De retour hier dans mon village du Cap Corse, j’ai tout aussitôt dépouillé mon courrier. Parmi les diverses enveloppes, l’une a éveillé plus particulièrement mon attention et ma curiosité. Elle contenait le n° 24 (septembre 2006) de Basilic, la Gazette de l’Association des amis de L’Amourier (voir le site Basilic et le blog Les voix du Basilic).
Annoncée à la une, une chronique de Yves Ughes (De la toile et quoi d’autre ? Terresdefemmes.blogs.com. De la toile et des mots, un maillage possible. Folio 7). Je retranscris ci-dessous cette chronique :
Terresdefemmes.blogs.com
La revue littéraire, artistique et cap-corsaire
Et j’ai pu enfin crier Terre.
Cette chronique pourrait aujourd’hui tout aussi bien s’appeler l’aveu. Qu’importe le devoir de retenue, j’avoue.
Ma panique : quand nous avons entrepris l’exploration des sites littéraires, tout balbutiait encore, et je pouvais me balader en flâneur dans ces débuts prometteurs, les saisir avec sérénité et même avec nonchalance.
Mais voilà, la France compte désormais 27 millions d’internautes et les sites se trouvent en délire exponentiel.
Tiens, ose l’expérience : tape site de poésie contemporaine. Avec un moteur j’ai reçu 39 612 réponses, avec l’autre 905 000. Impuissance de mes nuits.

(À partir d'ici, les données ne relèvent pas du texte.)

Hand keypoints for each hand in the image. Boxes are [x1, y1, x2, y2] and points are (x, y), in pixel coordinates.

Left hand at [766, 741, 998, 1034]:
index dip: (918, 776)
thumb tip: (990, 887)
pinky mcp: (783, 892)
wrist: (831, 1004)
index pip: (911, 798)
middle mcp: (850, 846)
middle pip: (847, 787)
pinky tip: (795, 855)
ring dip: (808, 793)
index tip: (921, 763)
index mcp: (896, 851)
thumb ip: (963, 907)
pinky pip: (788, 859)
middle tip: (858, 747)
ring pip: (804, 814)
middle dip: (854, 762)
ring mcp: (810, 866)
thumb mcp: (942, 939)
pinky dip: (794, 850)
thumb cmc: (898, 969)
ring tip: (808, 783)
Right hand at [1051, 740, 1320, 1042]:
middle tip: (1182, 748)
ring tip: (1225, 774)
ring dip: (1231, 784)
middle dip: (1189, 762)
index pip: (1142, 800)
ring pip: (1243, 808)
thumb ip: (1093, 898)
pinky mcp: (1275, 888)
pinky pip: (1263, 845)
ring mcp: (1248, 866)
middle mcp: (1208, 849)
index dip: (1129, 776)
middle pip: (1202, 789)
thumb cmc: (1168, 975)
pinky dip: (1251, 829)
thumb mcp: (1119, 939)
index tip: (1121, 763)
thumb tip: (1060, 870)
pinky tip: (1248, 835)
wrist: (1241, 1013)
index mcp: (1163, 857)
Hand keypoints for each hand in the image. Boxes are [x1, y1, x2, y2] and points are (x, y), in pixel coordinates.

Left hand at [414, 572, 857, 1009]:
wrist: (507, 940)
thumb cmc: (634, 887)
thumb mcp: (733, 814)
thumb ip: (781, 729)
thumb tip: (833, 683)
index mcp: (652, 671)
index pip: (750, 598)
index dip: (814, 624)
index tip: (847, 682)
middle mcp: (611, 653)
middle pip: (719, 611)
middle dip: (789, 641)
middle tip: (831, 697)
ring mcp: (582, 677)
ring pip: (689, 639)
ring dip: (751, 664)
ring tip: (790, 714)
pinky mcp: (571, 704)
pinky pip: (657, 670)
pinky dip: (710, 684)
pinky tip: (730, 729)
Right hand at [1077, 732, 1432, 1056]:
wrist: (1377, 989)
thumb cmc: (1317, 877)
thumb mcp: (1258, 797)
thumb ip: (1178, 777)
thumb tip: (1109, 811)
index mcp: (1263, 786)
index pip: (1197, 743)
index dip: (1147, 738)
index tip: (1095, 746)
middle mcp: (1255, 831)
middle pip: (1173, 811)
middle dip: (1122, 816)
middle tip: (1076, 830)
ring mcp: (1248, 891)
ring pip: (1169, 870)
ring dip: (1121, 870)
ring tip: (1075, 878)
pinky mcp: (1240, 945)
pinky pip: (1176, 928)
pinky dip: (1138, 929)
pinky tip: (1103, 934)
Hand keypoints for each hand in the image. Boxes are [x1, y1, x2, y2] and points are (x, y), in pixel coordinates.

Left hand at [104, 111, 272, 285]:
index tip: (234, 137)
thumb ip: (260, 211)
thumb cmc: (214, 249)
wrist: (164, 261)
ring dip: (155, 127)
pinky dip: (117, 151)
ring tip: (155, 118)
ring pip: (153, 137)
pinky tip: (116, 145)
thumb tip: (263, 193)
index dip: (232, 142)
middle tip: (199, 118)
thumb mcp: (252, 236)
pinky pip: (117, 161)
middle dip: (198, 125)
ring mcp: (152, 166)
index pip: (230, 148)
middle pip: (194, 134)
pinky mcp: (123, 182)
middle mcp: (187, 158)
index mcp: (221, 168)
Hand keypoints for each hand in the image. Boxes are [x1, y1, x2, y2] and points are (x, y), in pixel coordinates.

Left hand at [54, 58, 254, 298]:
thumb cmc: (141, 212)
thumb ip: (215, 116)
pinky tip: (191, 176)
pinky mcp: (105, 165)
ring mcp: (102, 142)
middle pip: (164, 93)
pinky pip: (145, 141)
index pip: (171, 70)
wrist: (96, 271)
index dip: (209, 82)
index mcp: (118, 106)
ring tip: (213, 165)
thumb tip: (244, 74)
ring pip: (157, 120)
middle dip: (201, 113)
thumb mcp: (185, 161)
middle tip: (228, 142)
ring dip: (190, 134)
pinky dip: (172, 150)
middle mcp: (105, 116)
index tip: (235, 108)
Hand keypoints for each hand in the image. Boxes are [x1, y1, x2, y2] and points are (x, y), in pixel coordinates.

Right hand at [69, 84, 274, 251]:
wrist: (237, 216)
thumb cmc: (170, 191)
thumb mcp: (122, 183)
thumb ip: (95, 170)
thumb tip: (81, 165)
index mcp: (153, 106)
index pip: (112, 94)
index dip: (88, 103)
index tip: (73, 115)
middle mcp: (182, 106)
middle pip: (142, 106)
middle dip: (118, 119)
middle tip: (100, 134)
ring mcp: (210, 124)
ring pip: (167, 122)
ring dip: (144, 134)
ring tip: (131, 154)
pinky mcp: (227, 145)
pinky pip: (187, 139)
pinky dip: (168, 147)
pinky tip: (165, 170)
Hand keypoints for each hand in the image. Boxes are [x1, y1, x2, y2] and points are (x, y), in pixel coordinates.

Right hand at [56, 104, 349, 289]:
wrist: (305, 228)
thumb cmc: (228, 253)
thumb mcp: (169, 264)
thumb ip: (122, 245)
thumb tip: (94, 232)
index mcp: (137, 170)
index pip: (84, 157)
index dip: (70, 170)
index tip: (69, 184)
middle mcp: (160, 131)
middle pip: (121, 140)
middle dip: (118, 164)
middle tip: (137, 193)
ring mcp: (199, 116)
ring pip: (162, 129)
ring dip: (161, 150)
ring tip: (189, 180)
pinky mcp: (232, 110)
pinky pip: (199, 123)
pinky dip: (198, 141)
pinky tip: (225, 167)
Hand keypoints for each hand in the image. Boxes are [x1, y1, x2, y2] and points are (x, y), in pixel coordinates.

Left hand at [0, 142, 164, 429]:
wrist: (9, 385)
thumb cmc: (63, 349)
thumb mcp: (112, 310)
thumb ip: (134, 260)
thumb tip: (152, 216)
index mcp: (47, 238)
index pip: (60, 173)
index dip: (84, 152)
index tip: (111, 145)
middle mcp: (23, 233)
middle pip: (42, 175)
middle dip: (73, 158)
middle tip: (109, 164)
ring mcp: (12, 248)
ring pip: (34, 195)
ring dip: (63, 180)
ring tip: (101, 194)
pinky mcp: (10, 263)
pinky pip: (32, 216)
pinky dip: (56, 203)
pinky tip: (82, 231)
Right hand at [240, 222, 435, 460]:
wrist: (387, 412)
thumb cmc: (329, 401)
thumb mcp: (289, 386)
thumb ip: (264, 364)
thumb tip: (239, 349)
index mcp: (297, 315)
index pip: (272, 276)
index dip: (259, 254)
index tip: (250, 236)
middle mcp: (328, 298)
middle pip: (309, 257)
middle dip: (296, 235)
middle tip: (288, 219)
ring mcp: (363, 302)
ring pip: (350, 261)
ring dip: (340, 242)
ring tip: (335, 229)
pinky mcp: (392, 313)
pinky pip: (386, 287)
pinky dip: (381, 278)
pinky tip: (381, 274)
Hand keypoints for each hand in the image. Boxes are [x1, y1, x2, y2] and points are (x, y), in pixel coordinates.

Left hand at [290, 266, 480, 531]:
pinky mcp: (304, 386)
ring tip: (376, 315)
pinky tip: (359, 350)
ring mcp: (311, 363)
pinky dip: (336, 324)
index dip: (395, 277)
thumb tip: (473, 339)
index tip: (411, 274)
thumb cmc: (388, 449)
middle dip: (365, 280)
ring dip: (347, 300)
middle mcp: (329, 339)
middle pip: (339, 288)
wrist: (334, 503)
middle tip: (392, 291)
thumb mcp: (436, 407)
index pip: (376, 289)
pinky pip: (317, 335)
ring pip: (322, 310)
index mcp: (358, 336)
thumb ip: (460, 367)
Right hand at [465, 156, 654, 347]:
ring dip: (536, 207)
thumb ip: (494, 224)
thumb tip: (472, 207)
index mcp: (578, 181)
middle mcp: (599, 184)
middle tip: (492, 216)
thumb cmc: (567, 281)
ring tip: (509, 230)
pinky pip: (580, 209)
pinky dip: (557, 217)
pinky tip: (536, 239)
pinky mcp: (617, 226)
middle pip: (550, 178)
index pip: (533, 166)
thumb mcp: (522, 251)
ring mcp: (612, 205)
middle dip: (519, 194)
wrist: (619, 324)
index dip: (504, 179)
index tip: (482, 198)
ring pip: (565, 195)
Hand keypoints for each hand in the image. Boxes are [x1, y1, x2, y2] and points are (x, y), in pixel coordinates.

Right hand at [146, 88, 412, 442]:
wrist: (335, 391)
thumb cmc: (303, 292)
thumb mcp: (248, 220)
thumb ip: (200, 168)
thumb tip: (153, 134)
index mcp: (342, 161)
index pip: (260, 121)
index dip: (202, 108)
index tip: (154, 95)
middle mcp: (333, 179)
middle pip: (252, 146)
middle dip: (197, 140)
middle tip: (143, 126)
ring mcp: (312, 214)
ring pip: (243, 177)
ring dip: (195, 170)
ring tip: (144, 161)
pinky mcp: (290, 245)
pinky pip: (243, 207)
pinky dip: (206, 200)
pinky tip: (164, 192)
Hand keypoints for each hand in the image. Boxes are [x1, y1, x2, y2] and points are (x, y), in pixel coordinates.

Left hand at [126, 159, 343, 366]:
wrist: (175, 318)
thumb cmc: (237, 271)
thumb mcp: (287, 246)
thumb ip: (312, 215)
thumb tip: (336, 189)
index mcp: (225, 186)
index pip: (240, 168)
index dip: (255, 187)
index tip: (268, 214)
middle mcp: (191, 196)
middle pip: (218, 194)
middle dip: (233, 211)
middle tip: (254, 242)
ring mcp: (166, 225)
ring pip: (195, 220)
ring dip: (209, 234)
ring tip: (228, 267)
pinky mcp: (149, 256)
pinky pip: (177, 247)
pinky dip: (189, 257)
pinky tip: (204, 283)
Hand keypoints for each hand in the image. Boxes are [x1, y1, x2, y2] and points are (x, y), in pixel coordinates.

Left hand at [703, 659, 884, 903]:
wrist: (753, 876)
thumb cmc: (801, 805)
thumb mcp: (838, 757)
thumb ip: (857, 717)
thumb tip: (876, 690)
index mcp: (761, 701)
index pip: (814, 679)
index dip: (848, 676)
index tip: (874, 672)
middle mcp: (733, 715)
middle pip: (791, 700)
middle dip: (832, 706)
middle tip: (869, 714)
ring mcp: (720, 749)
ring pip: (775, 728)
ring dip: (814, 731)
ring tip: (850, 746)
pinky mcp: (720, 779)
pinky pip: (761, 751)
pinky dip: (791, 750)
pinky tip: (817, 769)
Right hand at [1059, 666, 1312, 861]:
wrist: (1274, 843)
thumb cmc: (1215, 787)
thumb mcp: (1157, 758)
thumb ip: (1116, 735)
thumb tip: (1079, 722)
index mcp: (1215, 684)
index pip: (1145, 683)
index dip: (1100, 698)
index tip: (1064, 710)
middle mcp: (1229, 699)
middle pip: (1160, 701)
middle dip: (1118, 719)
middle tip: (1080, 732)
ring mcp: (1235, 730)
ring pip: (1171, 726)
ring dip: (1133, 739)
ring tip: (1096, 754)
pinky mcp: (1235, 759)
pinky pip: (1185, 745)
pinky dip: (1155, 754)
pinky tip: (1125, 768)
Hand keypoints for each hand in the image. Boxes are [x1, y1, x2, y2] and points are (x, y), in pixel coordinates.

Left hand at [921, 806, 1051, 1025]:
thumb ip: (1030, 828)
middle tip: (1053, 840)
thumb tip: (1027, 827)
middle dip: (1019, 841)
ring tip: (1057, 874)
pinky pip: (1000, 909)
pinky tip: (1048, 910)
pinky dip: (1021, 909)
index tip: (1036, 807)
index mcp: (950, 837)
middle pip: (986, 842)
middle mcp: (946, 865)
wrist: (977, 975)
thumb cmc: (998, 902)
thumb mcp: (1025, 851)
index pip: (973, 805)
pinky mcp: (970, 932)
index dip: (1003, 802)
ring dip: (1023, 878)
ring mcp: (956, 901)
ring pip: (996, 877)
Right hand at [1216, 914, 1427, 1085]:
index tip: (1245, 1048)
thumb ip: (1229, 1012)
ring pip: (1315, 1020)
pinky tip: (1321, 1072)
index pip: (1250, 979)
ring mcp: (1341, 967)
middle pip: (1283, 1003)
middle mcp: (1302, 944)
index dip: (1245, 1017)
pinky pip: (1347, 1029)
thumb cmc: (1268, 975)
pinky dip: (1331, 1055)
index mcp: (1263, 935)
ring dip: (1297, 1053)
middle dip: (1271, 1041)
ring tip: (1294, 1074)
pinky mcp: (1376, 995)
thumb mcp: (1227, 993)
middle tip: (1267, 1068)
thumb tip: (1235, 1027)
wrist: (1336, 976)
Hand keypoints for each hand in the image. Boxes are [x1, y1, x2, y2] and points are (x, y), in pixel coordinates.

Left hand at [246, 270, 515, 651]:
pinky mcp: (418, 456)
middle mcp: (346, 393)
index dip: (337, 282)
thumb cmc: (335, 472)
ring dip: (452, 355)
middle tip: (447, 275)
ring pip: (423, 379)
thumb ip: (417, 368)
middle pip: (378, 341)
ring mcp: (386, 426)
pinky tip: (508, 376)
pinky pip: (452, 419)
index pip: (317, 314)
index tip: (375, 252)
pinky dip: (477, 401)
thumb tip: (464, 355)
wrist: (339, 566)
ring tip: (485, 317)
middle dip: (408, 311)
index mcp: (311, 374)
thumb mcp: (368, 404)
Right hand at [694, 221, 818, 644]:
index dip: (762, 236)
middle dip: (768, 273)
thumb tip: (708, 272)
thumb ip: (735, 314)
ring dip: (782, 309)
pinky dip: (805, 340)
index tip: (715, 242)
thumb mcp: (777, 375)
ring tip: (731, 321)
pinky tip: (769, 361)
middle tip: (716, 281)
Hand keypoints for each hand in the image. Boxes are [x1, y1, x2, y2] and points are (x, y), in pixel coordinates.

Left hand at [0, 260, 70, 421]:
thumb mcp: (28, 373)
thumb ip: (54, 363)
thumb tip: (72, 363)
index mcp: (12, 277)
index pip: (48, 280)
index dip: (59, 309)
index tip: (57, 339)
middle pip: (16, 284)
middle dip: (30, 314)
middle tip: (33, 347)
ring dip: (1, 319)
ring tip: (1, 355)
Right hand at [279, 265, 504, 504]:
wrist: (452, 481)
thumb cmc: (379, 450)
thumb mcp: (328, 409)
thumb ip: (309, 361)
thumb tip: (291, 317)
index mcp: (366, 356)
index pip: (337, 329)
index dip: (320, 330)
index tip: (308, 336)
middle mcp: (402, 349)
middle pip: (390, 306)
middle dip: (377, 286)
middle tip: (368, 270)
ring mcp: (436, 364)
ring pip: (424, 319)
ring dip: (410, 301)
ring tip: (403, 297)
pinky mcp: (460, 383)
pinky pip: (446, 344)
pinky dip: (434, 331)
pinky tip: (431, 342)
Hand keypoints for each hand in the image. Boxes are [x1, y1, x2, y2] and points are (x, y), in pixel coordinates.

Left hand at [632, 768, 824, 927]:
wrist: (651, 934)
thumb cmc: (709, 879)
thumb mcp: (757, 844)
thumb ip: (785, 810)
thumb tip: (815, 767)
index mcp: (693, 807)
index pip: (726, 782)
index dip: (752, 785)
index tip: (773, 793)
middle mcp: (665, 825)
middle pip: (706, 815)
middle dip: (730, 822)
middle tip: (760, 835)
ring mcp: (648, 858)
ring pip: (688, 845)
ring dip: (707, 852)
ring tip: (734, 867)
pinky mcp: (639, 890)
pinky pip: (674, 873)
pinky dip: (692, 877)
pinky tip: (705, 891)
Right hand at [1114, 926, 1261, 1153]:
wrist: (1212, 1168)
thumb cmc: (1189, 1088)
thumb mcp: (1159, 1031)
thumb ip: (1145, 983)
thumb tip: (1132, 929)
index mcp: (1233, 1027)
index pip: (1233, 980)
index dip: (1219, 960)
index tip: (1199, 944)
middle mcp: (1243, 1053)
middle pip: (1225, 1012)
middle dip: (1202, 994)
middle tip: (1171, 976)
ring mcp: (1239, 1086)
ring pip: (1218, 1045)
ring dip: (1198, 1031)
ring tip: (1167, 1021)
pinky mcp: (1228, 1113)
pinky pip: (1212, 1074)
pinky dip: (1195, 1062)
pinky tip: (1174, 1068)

J’avoue mon agacement, aussi. La poésie là comme ailleurs s’accouple trop souvent à tous les clichés qu’on lui prête, la voici ludique, fatalement propice à l’évasion, obligatoirement éthérée, fleurant bien les roses surannées et les douceurs chamallowesques, vaporeuses, mousselineuses.
J’ai donc fait un tour par des sites déjà chroniqués, pour me retaper le moral. J’ai bien fait, allez voir chez Sitaudis, une pétition d’actualité, Pour ne pas finir entre nous. Etrangers, ne nous laissez pas seuls avec ces Français-là !
Mais, bon, m’a fallu continuer de chercher du neuf.
Tiens, Terres de femmes. J’avoue mon attrait, et ma réticence. Ecriture féminine, littérature et rêves féminins ? Féminisme… Je redoute l’écueil, et ose l’écrire même si j’entends voler les flèches visant mon supposé machisme estampillé rital. L’aveu m’est d’autant plus facile que ce site m’a d’emblée emporté. Fort, tonique, efficace. Il est accueillant et radieux et je n’emploie mes adjectifs que sous la forme masculine pour éviter définitivement tout malentendu.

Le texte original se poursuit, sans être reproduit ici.